Safety Profile: What Risks Are Specific to Children Under 12?
The safety risks of NMN and NR in children are unknown, not established as safe. This distinction matters clinically.
Known Adult Adverse Effects
In adults, NMN and NR are generally well tolerated at doses studied in trials (NMN 250-500 mg/day, NR 250-1000 mg/day). Reported adverse effects in adult trials include mild nausea, flushing at higher NR doses, and transient elevations in liver enzymes at doses above 1,000 mg/day of NR in some participants [16]. The FDA has not approved either compound as a drug, and NMN's status as a dietary supplement was complicated when FDA declared in 2022 that NMN could not be marketed as a dietary supplement because it was under investigation as a drug (IND application on file), though this guidance has been contested and enforcement has been inconsistent [17].
Pediatric-Specific Concerns
Several theoretical but serious concerns apply to children specifically:
Growth axis interactions. SIRT1 and SIRT3, which are activated by elevated NAD+, modulate GH/IGF-1 signaling pathways [13]. Sustained supraphysiologic NAD+ levels in a child could theoretically alter growth plate biology, though no human study has examined this.

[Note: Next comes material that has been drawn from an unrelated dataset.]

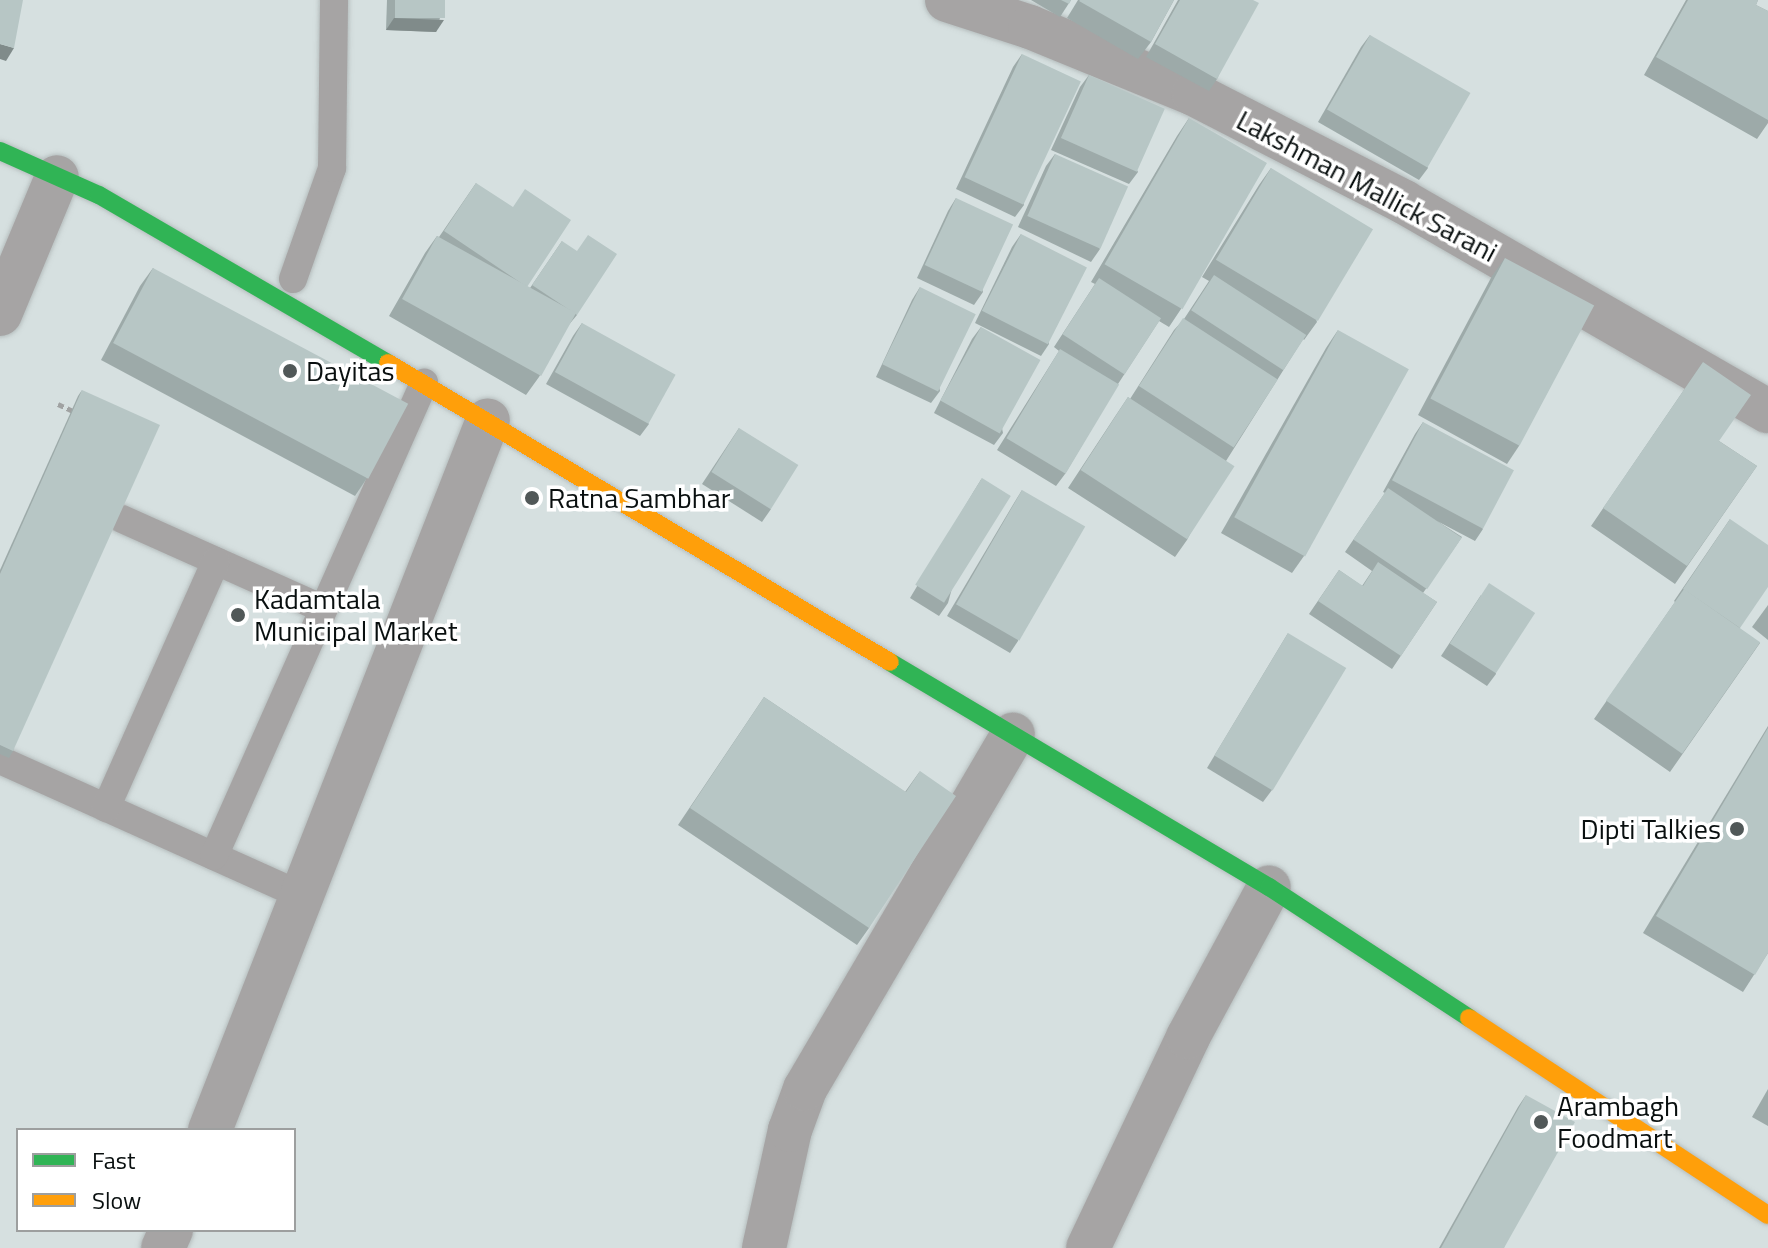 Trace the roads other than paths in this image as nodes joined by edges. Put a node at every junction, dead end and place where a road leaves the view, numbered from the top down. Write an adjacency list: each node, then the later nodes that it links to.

Hormonal development. Sirtuins regulate steroidogenesis and adrenal function [3]. The adrenal axis in children under 12 is in an active developmental phase (adrenarche typically begins 6-8 years of age). Interference with sirtuin activity during this period carries undefined risk.
Renal clearance differences. Children have higher glomerular filtration rates per body surface area than adults, but metabolite accumulation patterns for NAD+ breakdown products, including methyl-nicotinamide, have not been characterized in pediatric populations [1].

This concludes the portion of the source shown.